Extrinsic and intrinsic control of striatal cholinergic interneuron activity.

The striatum is an integrated component of the basal ganglia responsible for associative learning and response. Besides the presence of the most abundant -aminobutyric acid (GABA-ergic) medium spiny neurons (MSNs), the striatum also contains distributed populations of cholinergic interneurons (ChIs), which bidirectionally communicate with many of these neuronal subtypes. Despite their sparse distribution, ChIs provide the largest source of acetylcholine (ACh) to striatal cells, have a prominent level of arborization and activity, and are potent modulators of striatal output and play prominent roles in plasticity underlying associative learning and reinforcement.
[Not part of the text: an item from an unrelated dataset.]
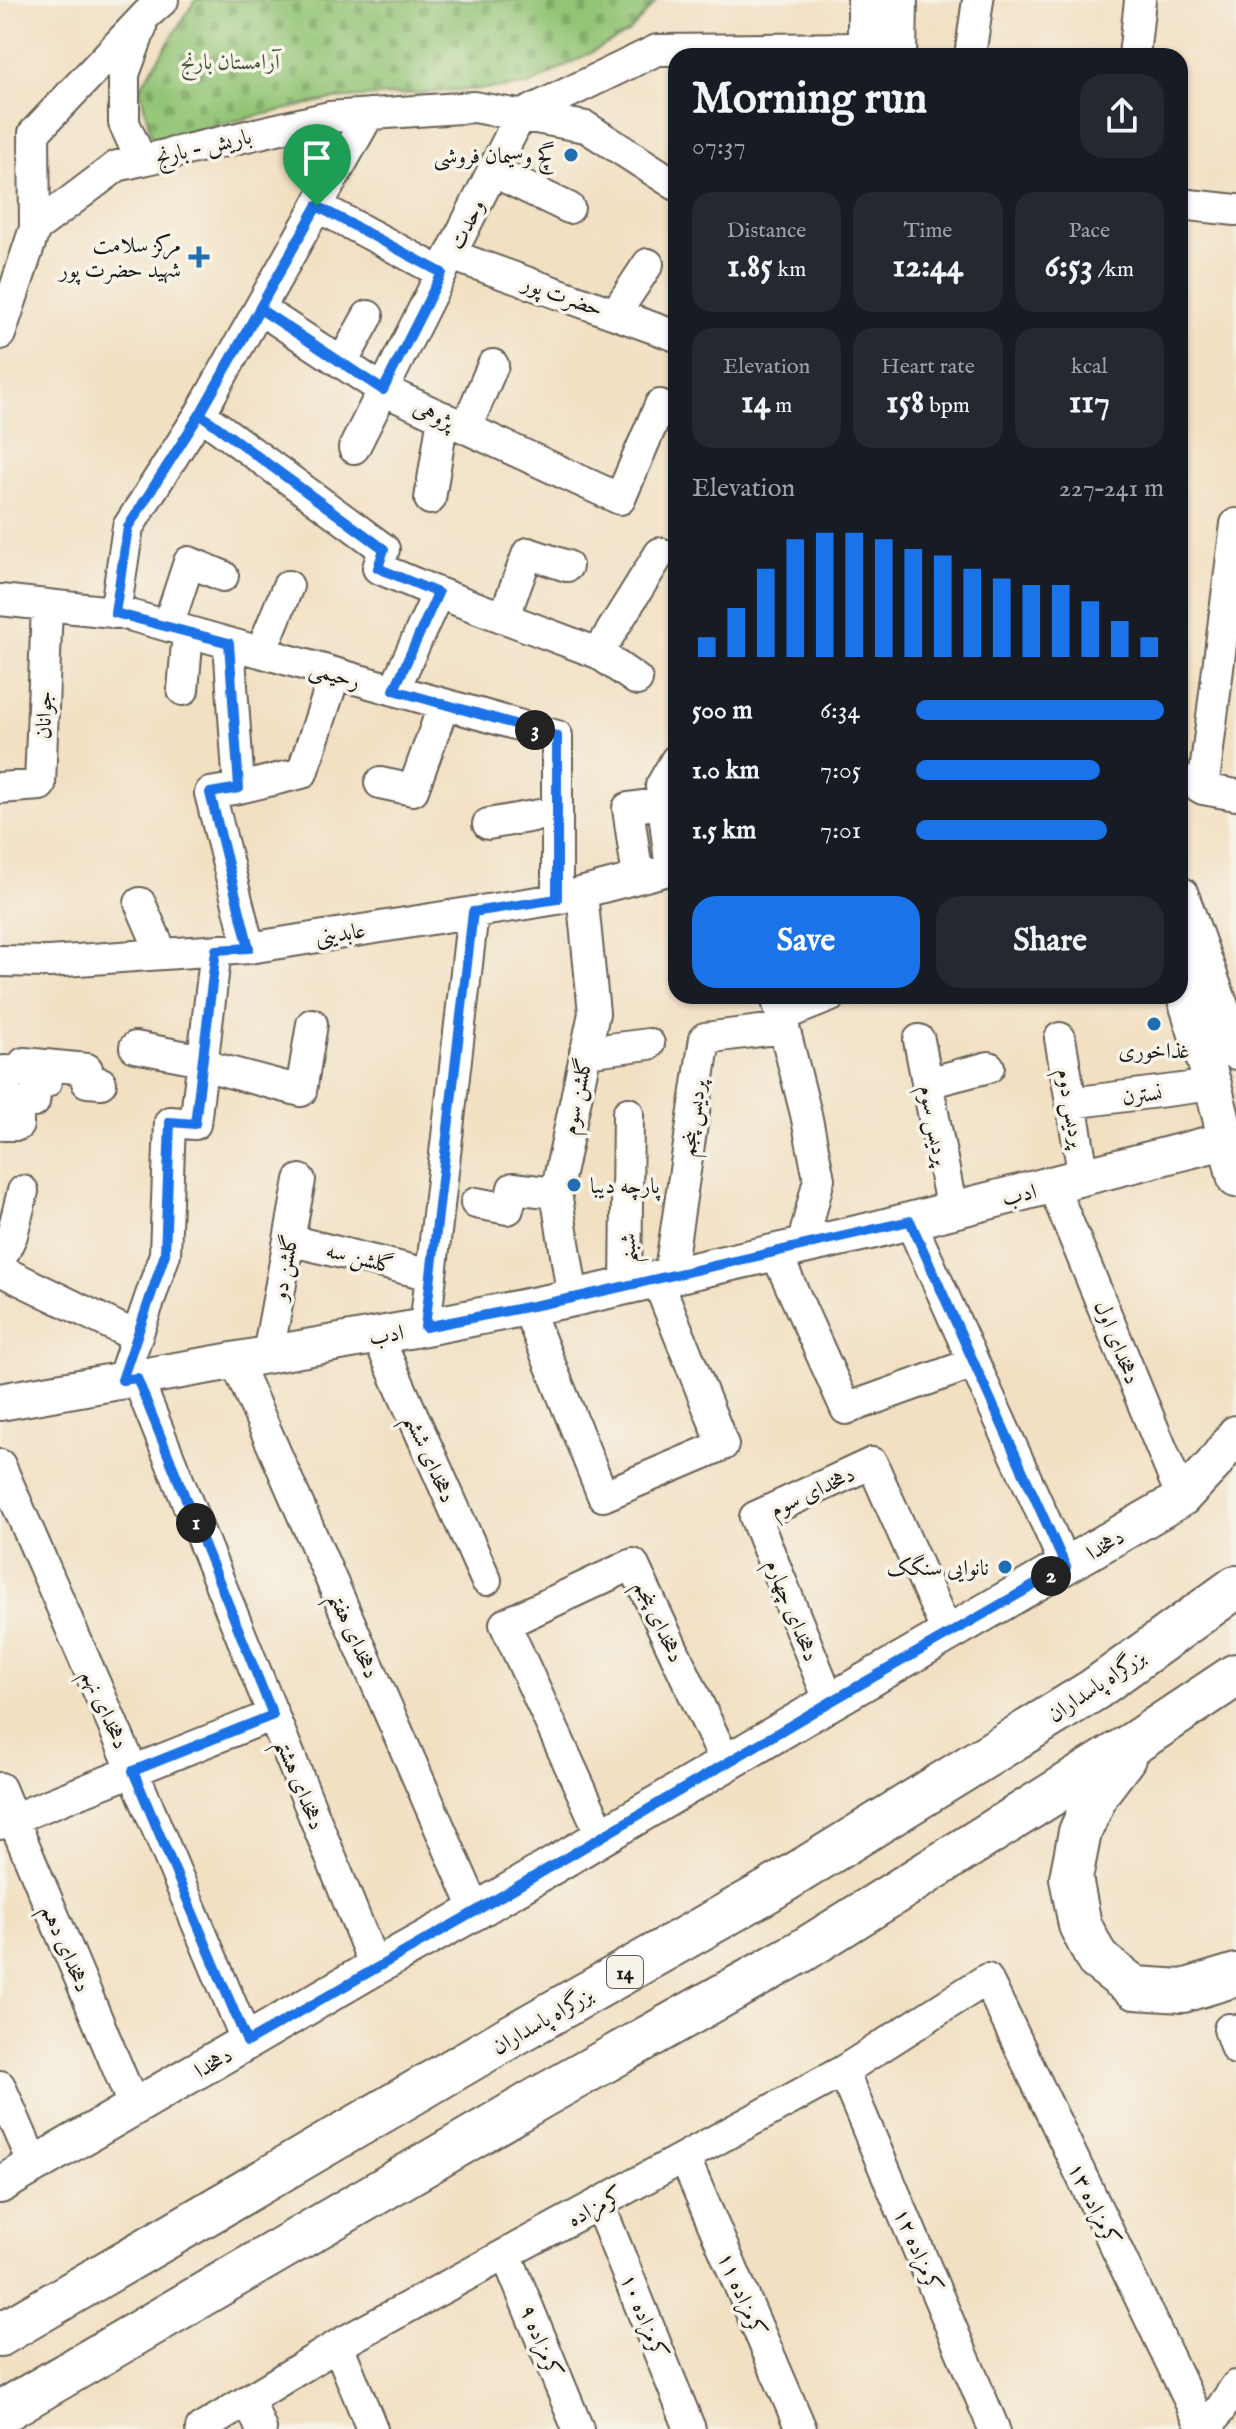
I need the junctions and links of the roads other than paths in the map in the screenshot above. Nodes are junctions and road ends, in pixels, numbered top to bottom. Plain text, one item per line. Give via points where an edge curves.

Deviations from this tonic activity, including phasic bursts or pauses caused by region-selective excitatory input, neuromodulator, or neuropeptide release can exert strong influences on intrinsic activity and synaptic plasticity via diverse receptor signaling. Recent studies and new tools have allowed improved identification of factors driving or suppressing cholinergic activity, including peptides. This review aims to outline our current understanding of factors that control tonic and phasic ChI activity, specifically focusing on how neuromodulators and neuropeptides interact to facilitate or suppress phasic ChI responses underlying learning and plasticity.